The Journal of Translational Medicine is supposed to adhere to CONSORT standards, but they are woefully lacking in this publication. One might wonder why a multicentre clinical trial in preterm infants with major potential clinical importance was submitted to this journal; perhaps it was not the first choice, or perhaps the editorial standards suited the authors, the article was submitted to that journal May 20th this year, and accepted July 26th. Many open access journals publish the names of reviewers, and make available all versions of the article from initially submitted to final revisions, but BMC Journal of Translational Medicine does not.
The data in this publication are not consistent with the results of Juul, who showed a very minor difference in NEC incidence among infants who were all less than 28 weeks gestation; 6% with EPO and 8% in controls for stage 2 or 3 NEC. I discussed that high-quality trial previously https://neonatalresearch.org/2020/01/17/erythropoietin-for-brain-protection-in-the-very-preterm-not-worth-penuts/
This new trial creates a big problem for all of us interested in evidence-based practice. I think that the data are unreliable, but the sample size is so large that the results will overwhelm any attempt at systematic review of EPO impacts on NEC. Fortunately, there are few babies under 28 weeks, but even an analysis of EPO for prophylaxis of NEC among babies under 28 weeks will be heavily impacted because of the large number of events. I guess we can be grateful that all the other usual clinical three-letter outcomes were NOT reported! At least SR of early EPO impacts on IVH, PVL, BPD, RoP and sepsis won’t be impacted by the results of this trial.
Unfortunately, the same group appears to be continuing to perform their studies. There is another registration document on clinicaltrials.gov for a trial by this group (registered April 2016, enrolment was expected to start in May 2016 and be complete in December 2019) which is apparently underway. This, of course, overlaps with the trial just reported which finished enrolment in June 2017. In this most recent publication, they refer to the next trial as being among infants of under 28 weeks gestation, and examining retinopathy. In the registration document retinopathy of prematurity (not further specified) is listed as one of several short term secondary outcomes. The primary outcomes are listed as being two separate outcomes Mortality and the Incidence of neurological disability at 2 years old.

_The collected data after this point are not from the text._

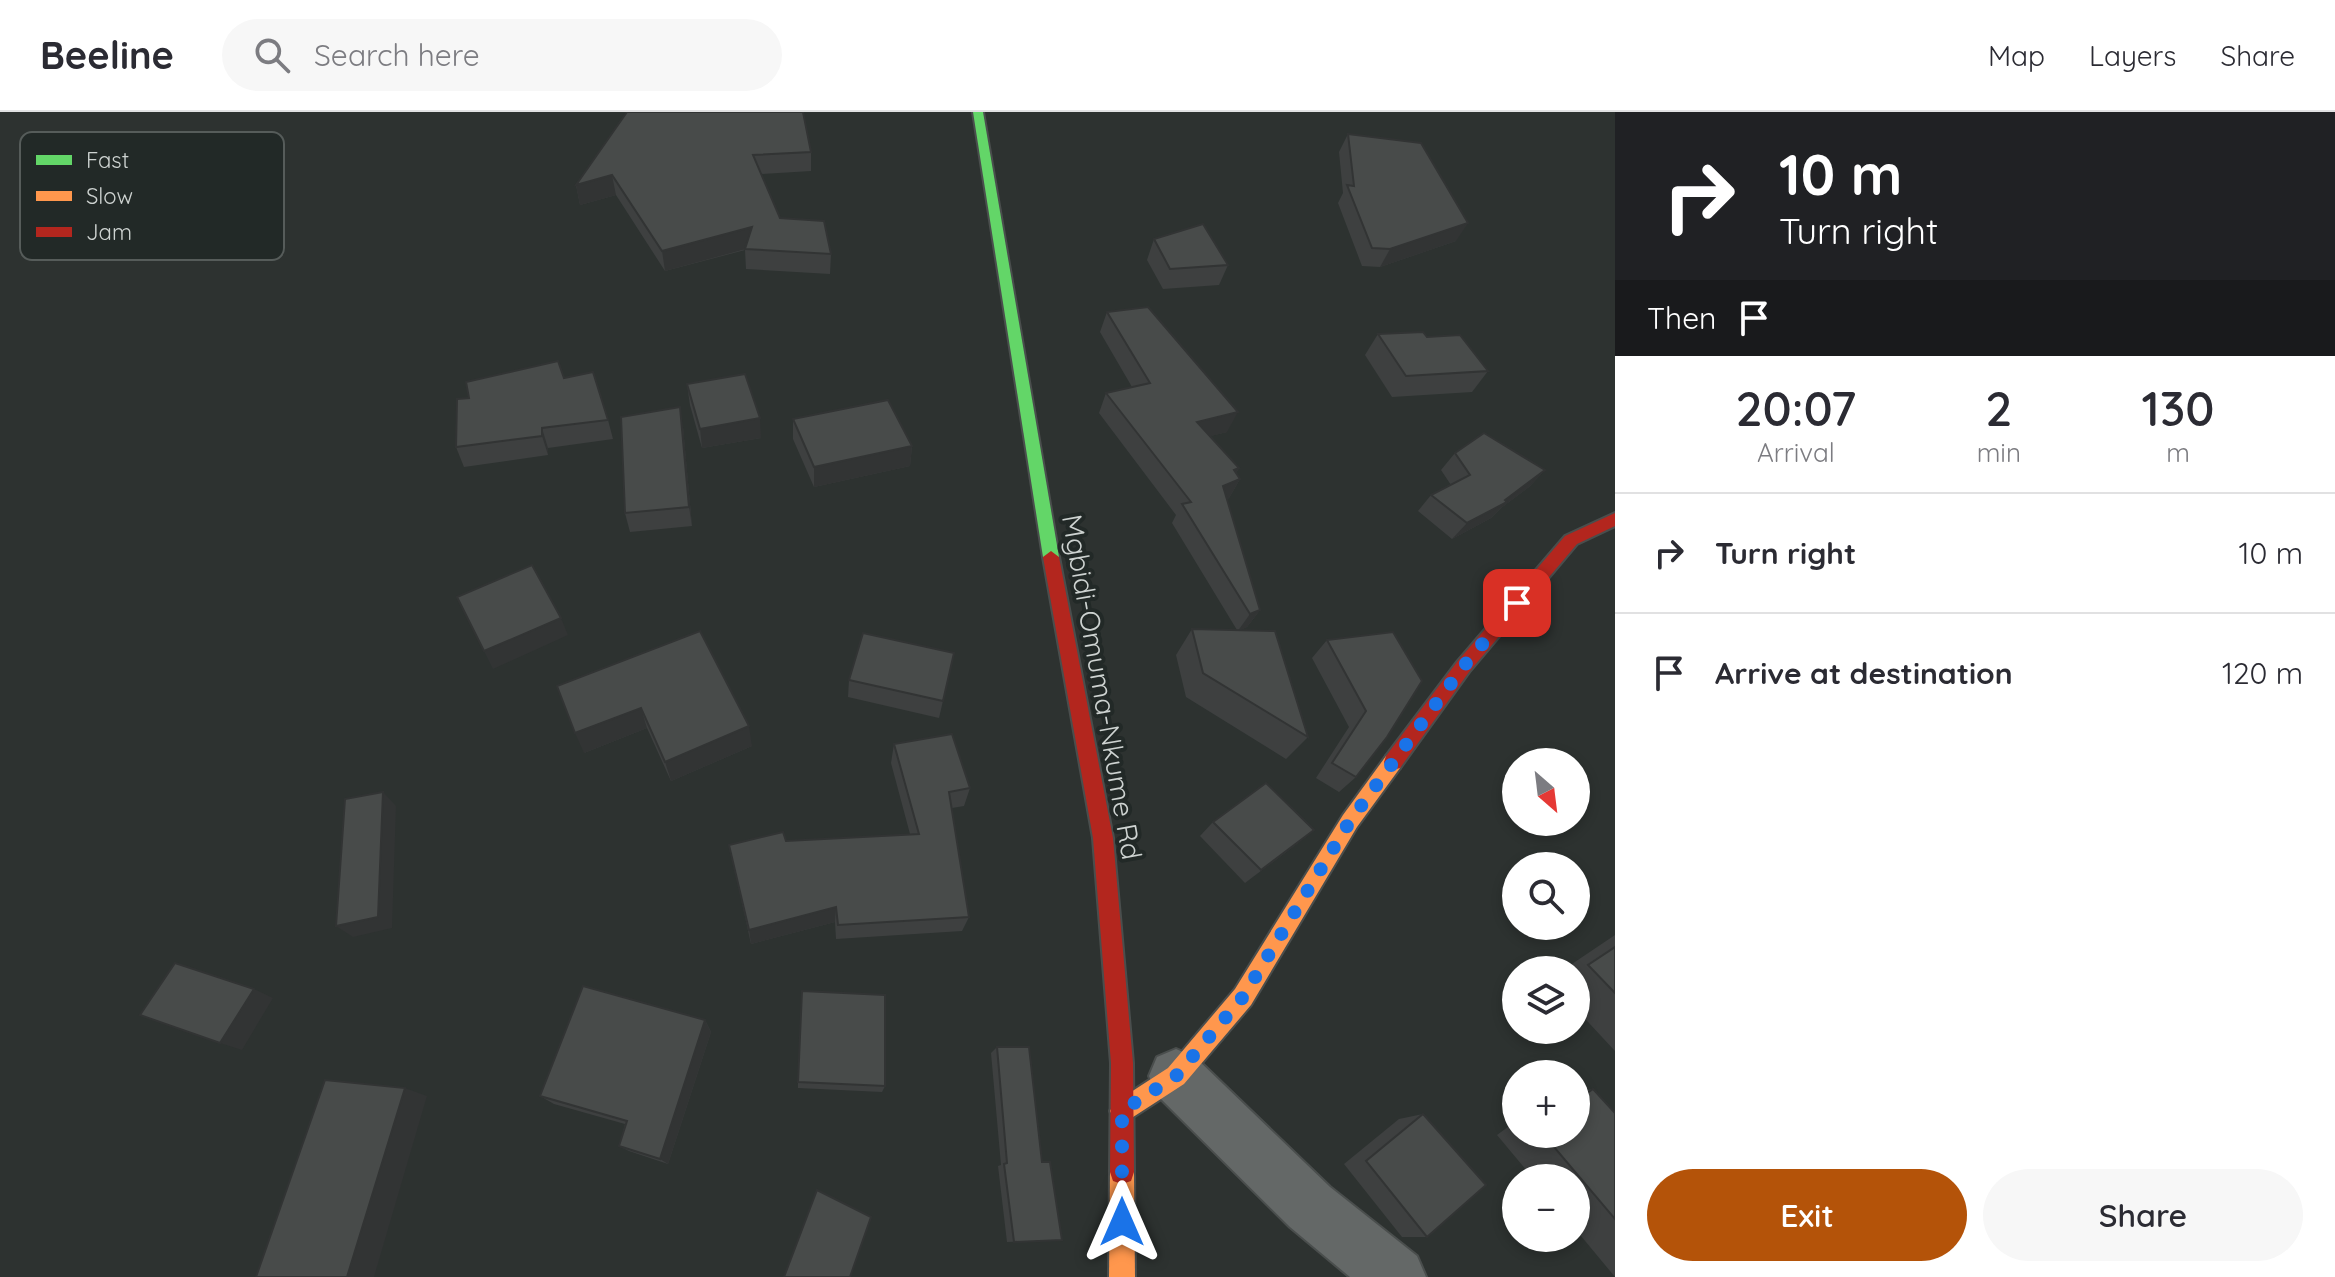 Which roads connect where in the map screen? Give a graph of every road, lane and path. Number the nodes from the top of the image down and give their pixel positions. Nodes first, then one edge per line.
1 (978, 112) edge
2 (1615, 519) edge
3 (1176, 1076) junction
4 (1122, 1111) junction
5 (1122, 1277) edge
6 (1396, 1277) edge

1 - 4 street, Mgbidi-Omuma-Nkume Rd
2 - 3 street
3 - 4 street
3 - 6 street
4 - 5 street, Mgbidi-Omuma-Nkume Rd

I for one won’t be giving routine EPO to my preterm babies to prevent NEC based on this data. For now, all that I think we can be sure about is that early routine EPO stimulates red cell production, which, depending on transfusion thresholds, is very likely to reduce blood transfusions. Any other potential benefits are unproven.
Prospective registration of RCTs has numerous benefits, including ensuring the completeness of the scientific record, ensuring that the analyzed primary outcome variables are those initially planned, and avoiding the addition of post hoc outcomes, unless they are clearly reported as being post hoc outcomes. Allowing publication of RCTs which are registered after they have been completed negates all those benefits, even when the authors still can’t get the sample size or the primary outcome correct!